California enacts first law regulating Internet of Things devices — from iplawtrends.com by David Rice with thanks to my friend Justin Wagner for posting this on LinkedIn
Excerpt:
California has enacted the nation’s first law regulating Internet of Things (IoT) devices, which was signed by Governor Jerry Brown on September 28, 2018. IoT refers to the rapidly-expanding world of internet-connected objects such as home security systems, video monitors, enterprise devices that track packages and vehicles, health monitors, connected cars, smart city devices that manage traffic congestion, and smart meters for utilities.
IoT devices promise to bring efficiencies to a broad range of industries and improve lives. But these devices also collect vast troves of information, and this raises data security and privacy concerns.
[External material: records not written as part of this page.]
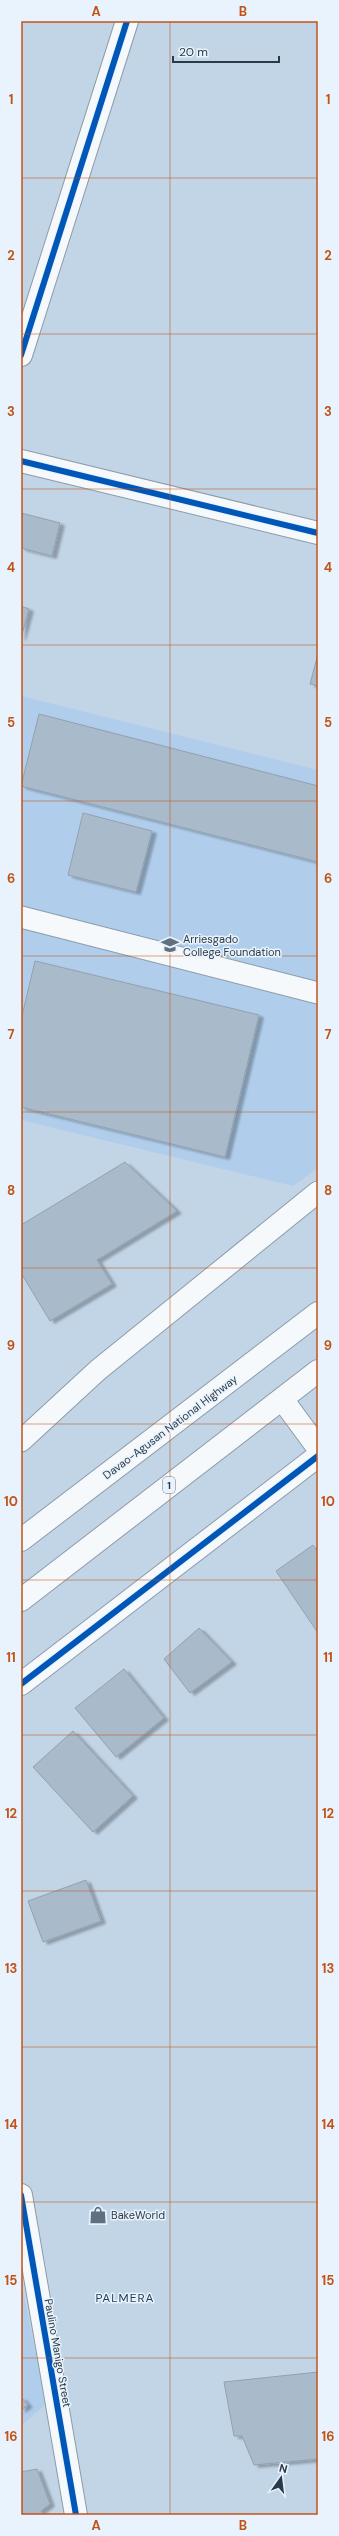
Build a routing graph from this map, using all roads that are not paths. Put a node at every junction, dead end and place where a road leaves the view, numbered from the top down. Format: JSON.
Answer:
{"nodes":[{"id":1,"x":127,"y":21,"type":"edge"},
{"id":2,"x":21,"y":355,"type":"edge"},
{"id":3,"x":21,"y":461,"type":"edge"},
{"id":4,"x":318,"y":533,"type":"edge"},
{"id":5,"x":21,"y":917,"type":"edge"},
{"id":6,"x":318,"y":993,"type":"edge"},
{"id":7,"x":318,"y":1192,"type":"edge"},
{"id":8,"x":318,"y":1313,"type":"edge"},
{"id":9,"x":318,"y":1371,"type":"edge"},
{"id":10,"x":282,"y":1399,"type":"junction"},
{"id":11,"x":21,"y":1441,"type":"edge"},
{"id":12,"x":318,"y":1448,"type":"edge"},
{"id":13,"x":318,"y":1456,"type":"edge"},
{"id":14,"x":21,"y":1540,"type":"edge"},
{"id":15,"x":21,"y":1600,"type":"edge"},
{"id":16,"x":21,"y":1684,"type":"edge"},
{"id":17,"x":21,"y":2195,"type":"edge"},
{"id":18,"x":76,"y":2515,"type":"edge"}],
"edges":[{"from":1,"to":2,"type":"main road"},
{"from":3,"to":4,"type":"main road"},
{"from":5,"to":6,"type":"lane"},
{"from":7,"to":11,"type":"lane"},
{"from":8,"to":14,"type":"main road","name":"Davao-Agusan National Highway"},
{"from":9,"to":10,"type":"main road","number":"1"},
{"from":10,"to":12,"type":"main road"},
{"from":10,"to":15,"type":"main road","number":"1"},
{"from":13,"to":16,"type":"main road"},
{"from":17,"to":18,"type":"main road","name":"Paulino Manigo Street"}]}
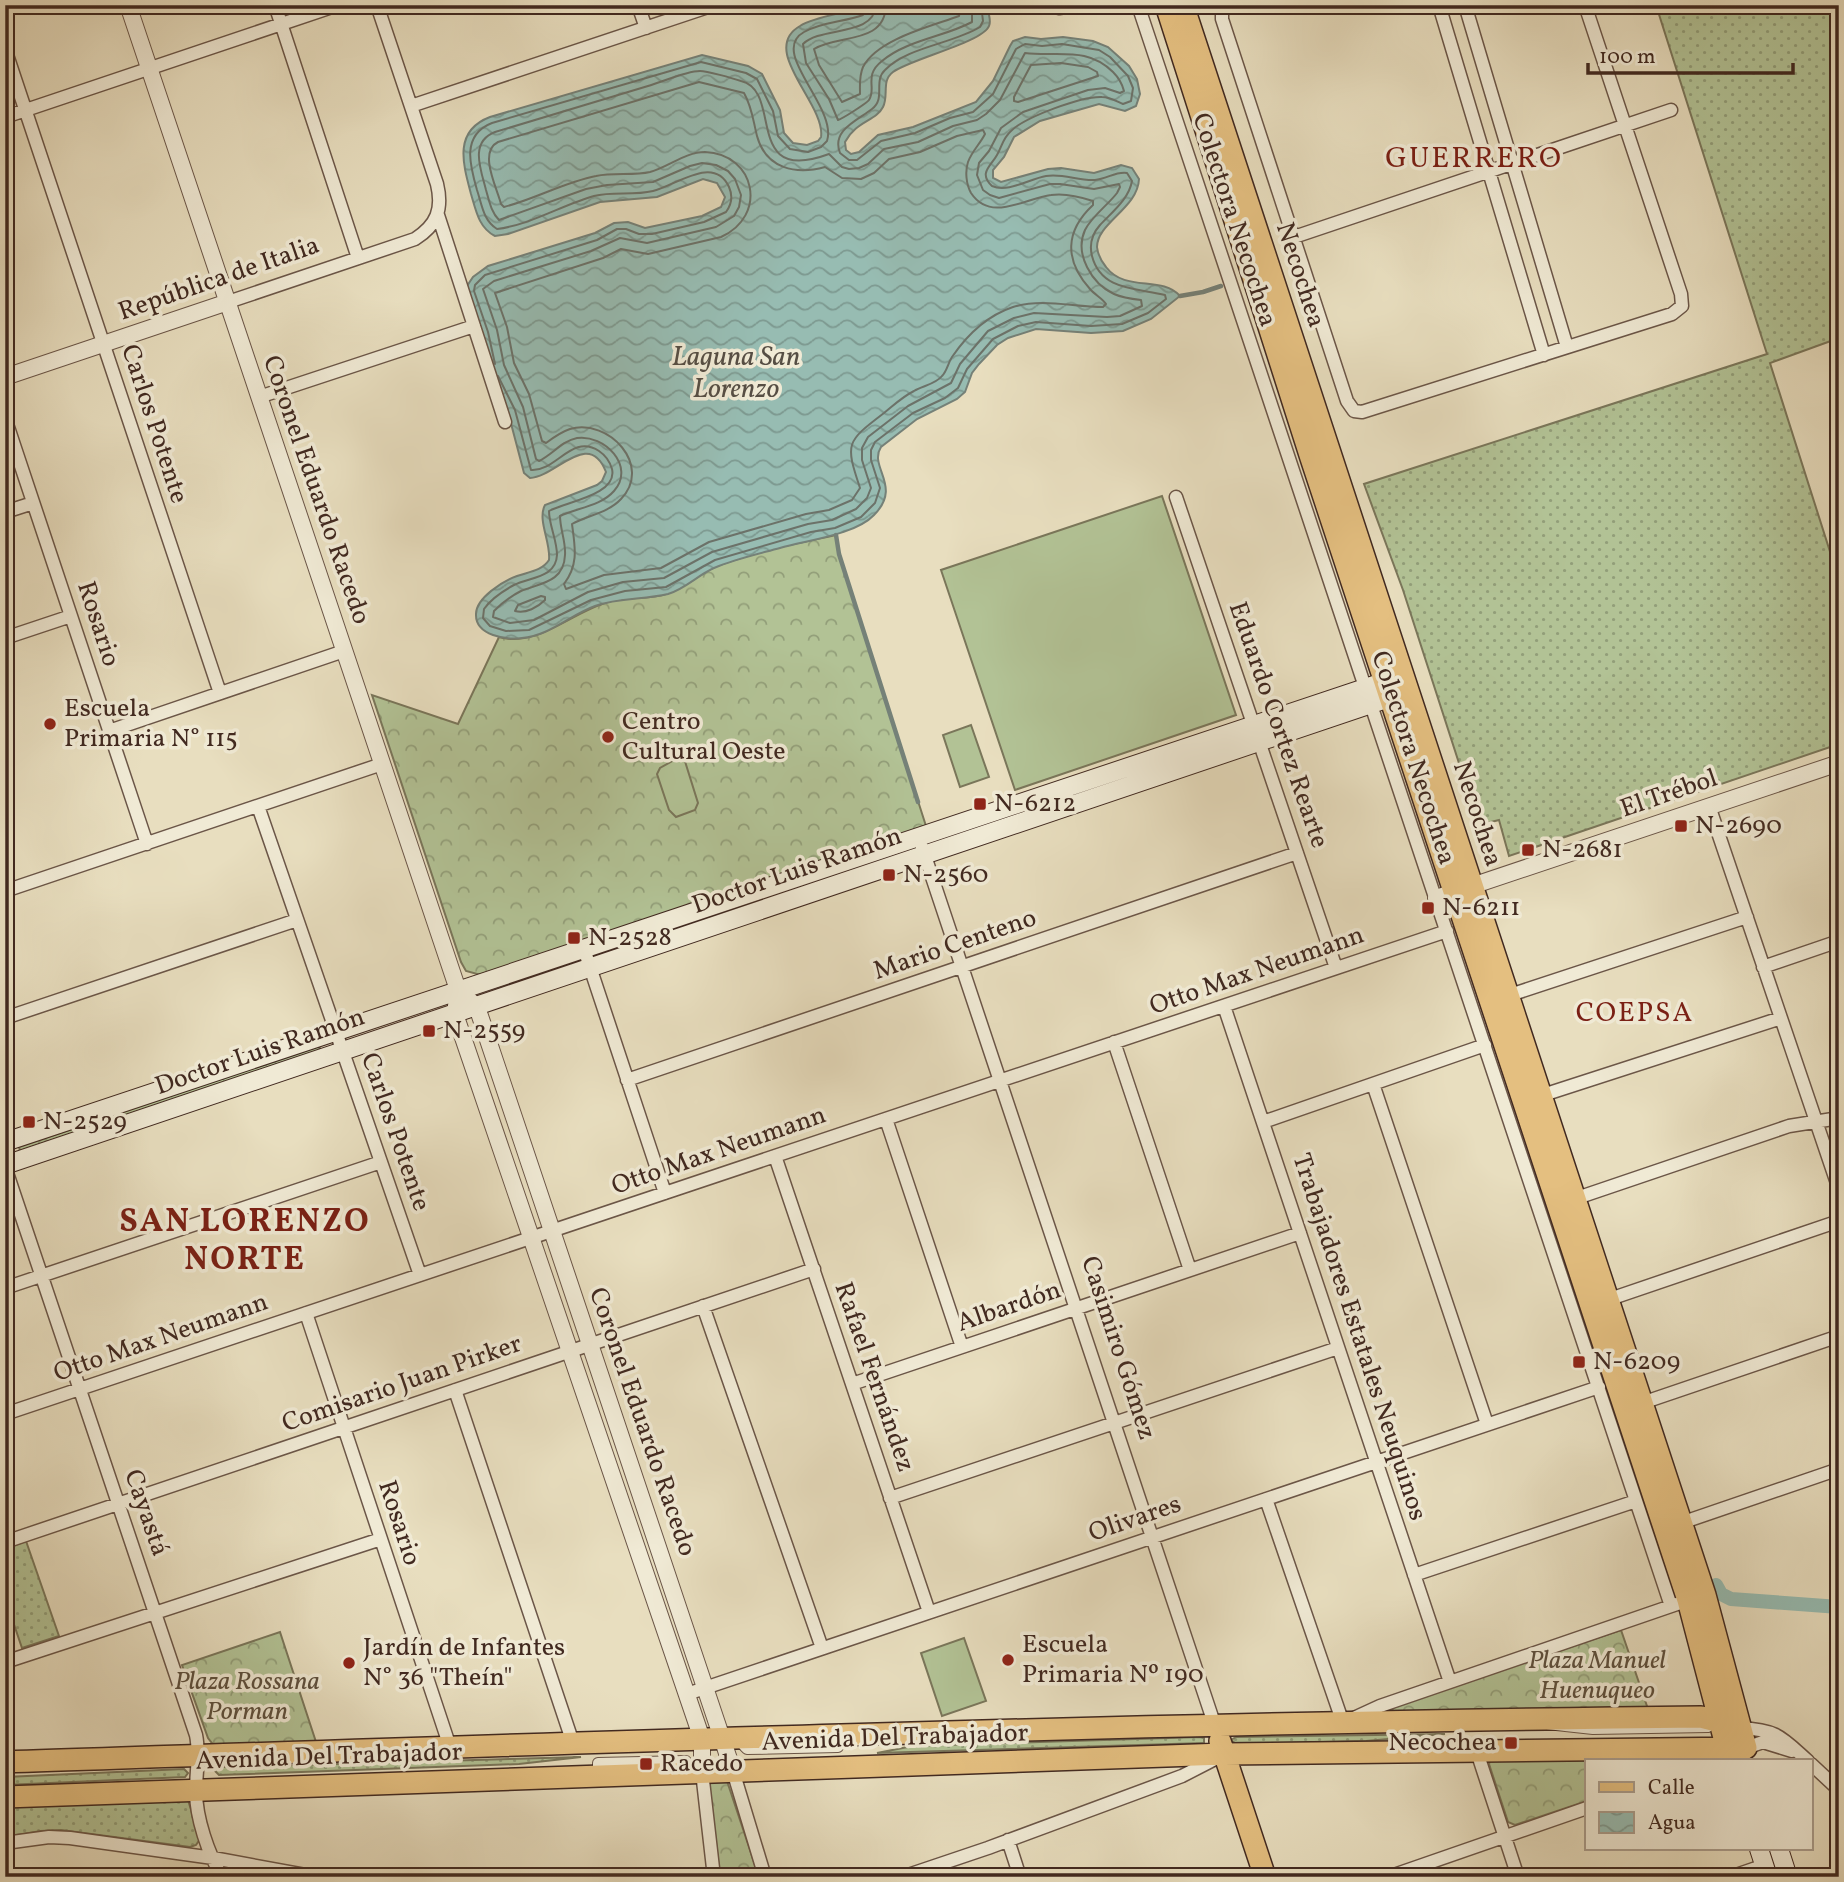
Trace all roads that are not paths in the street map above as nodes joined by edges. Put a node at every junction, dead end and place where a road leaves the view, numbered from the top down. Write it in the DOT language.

In 2016, a distributed denial of service (DDoS) attack on the internet infrastructure company Dyn was powered by millions of hacked IoT devices such as web cameras and connected refrigerators. Hackers have used baby monitors to view inside homes, with a prominent recent example being the widely-deployed Mi-Cam baby monitor. If hackers are able to get into critical IoT systems in first responder networks, then there could be public safety risks.
The law states that having a unique preprogrammed password for each IoT device or requiring the user to generate a new means of authentication before access to the device is granted for the first time is deemed to be a reasonable security feature.